Which lines of the data hold the word "pinky"? Copy all of them.

Pixel coordinate listings:

◆ ◆ ◆ ◆ ◆ ◆ ◆

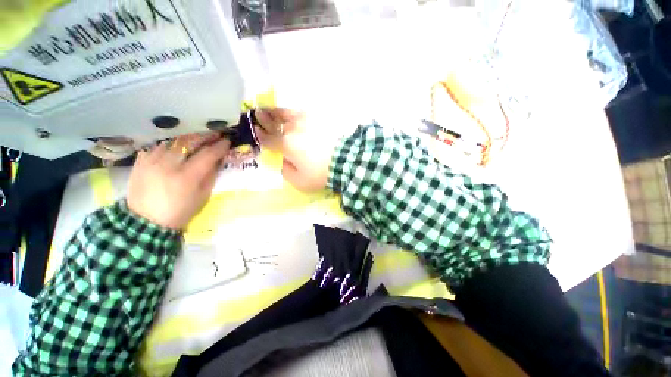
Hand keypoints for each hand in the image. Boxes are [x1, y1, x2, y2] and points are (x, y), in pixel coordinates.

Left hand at [127, 133, 230, 229]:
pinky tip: (165, 154)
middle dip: (203, 136)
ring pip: (173, 141)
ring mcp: (153, 159)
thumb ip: (208, 181)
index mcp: (186, 178)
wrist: (144, 223)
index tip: (226, 142)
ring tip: (185, 145)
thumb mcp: (197, 203)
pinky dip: (163, 148)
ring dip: (182, 142)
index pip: (207, 154)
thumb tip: (216, 163)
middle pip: (190, 140)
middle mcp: (170, 163)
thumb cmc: (174, 216)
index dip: (219, 146)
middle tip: (210, 135)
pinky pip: (156, 147)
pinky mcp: (141, 160)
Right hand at [254, 108, 339, 191]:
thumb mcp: (299, 181)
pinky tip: (289, 111)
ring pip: (286, 114)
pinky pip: (301, 112)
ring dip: (275, 111)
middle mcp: (292, 130)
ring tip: (268, 108)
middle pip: (275, 122)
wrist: (347, 159)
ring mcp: (306, 121)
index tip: (254, 129)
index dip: (259, 134)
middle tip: (256, 112)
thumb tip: (281, 161)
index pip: (268, 138)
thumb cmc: (321, 173)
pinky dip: (292, 111)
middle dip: (264, 117)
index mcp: (286, 145)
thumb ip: (285, 170)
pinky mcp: (318, 118)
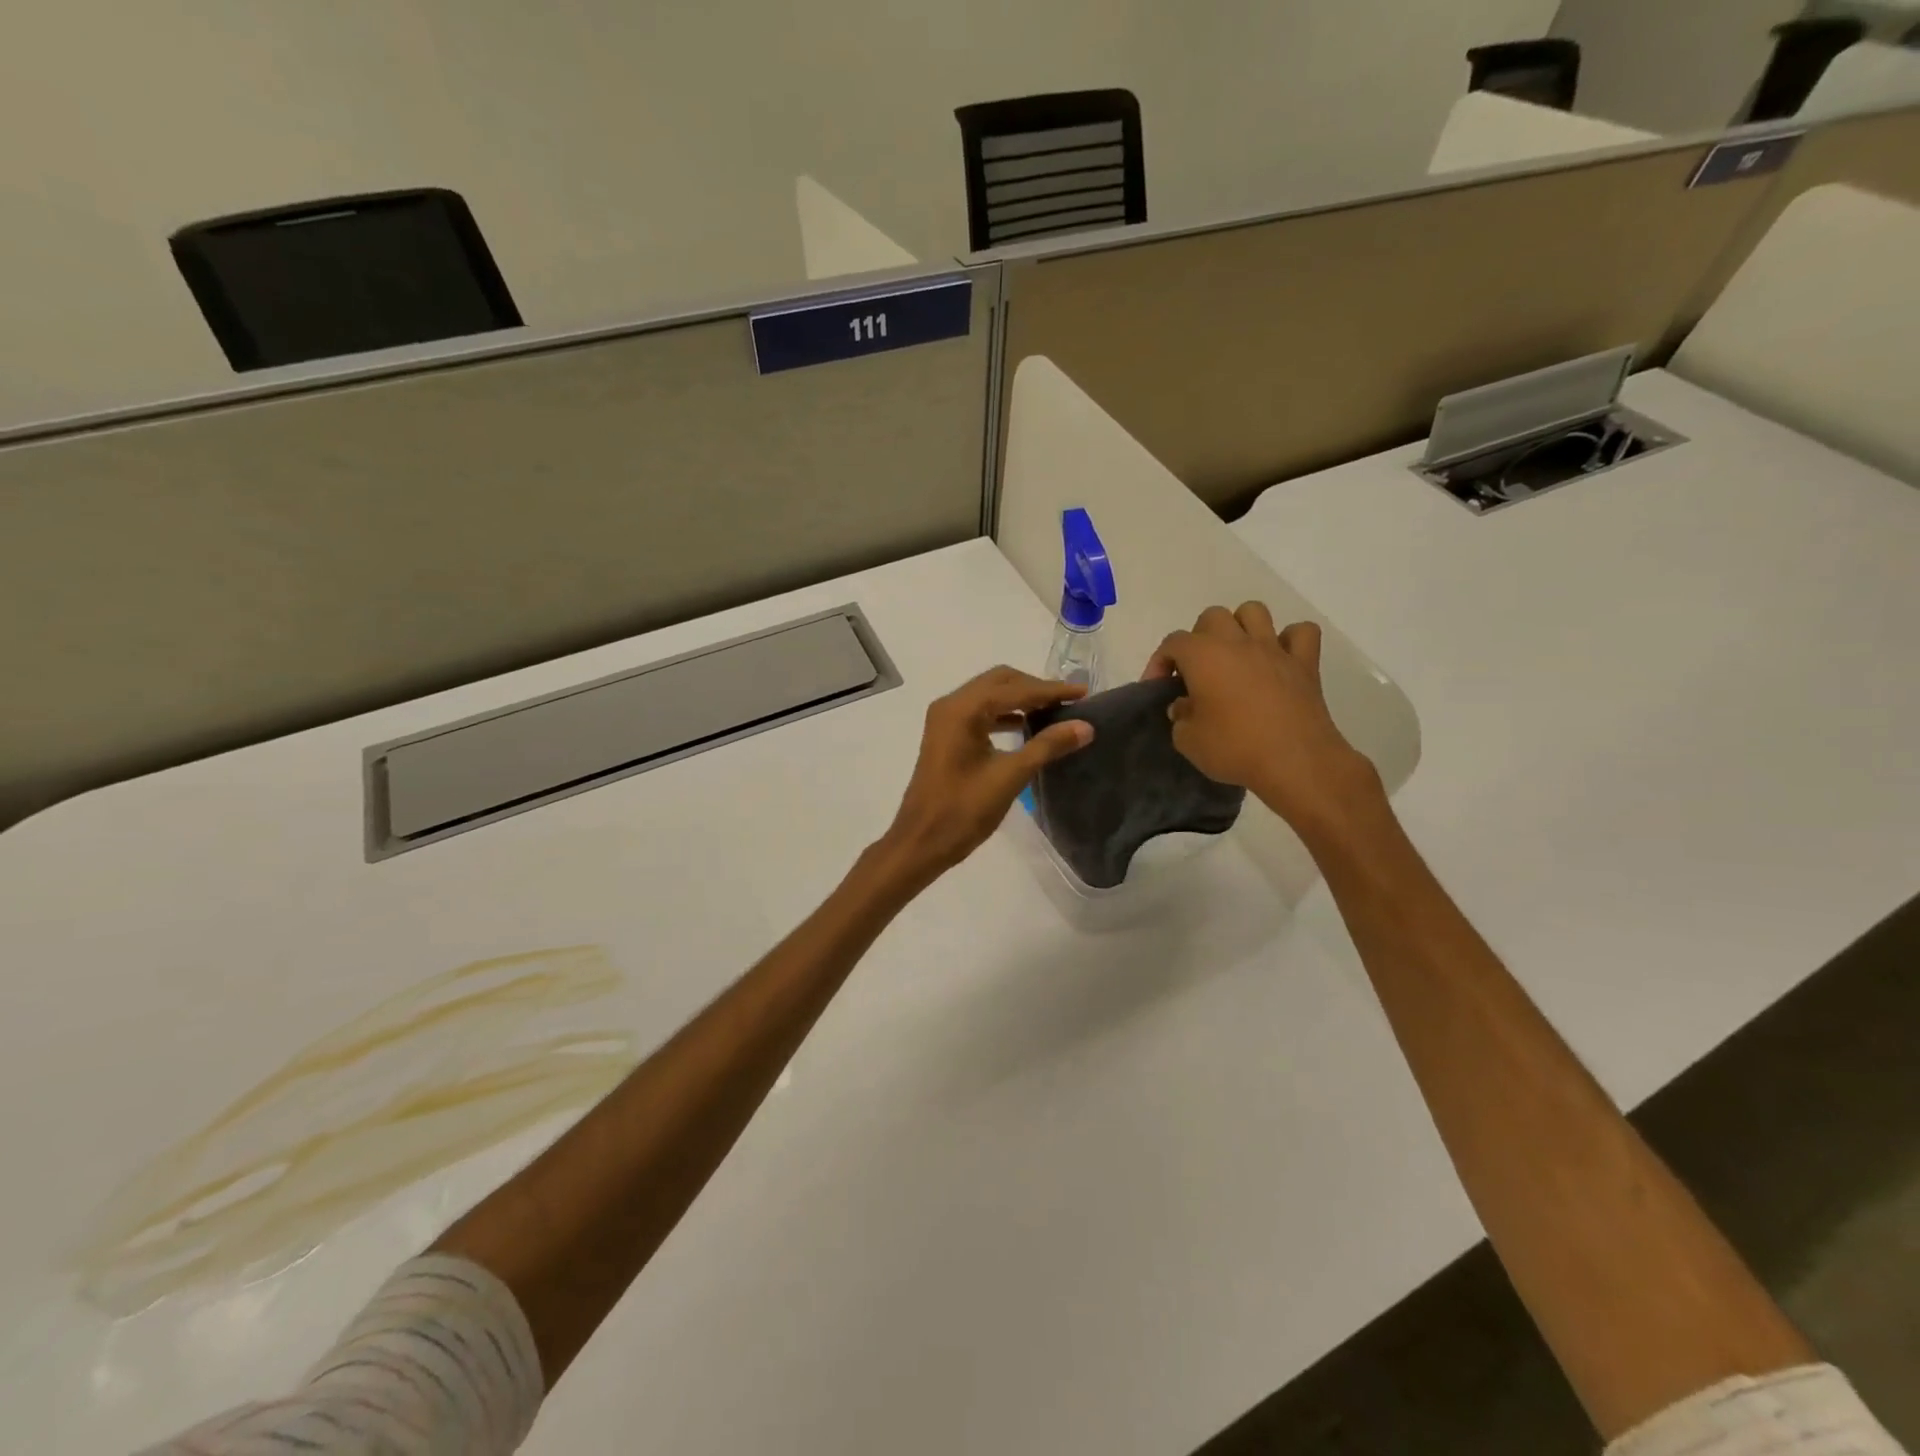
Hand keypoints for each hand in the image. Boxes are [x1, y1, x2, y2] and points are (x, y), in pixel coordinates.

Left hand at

◆ ◆ ◆ ◆ ◆ ◆ ◆

§ ANSWER AREA
pinky tip: (165, 154)
pinky dip: (163, 148)
pinky pip: (156, 147)
pinky mcp: (141, 160)
pinky tip: (289, 111)
pinky pip: (301, 112)
pinky dip: (292, 111)
pinky mcp: (318, 118)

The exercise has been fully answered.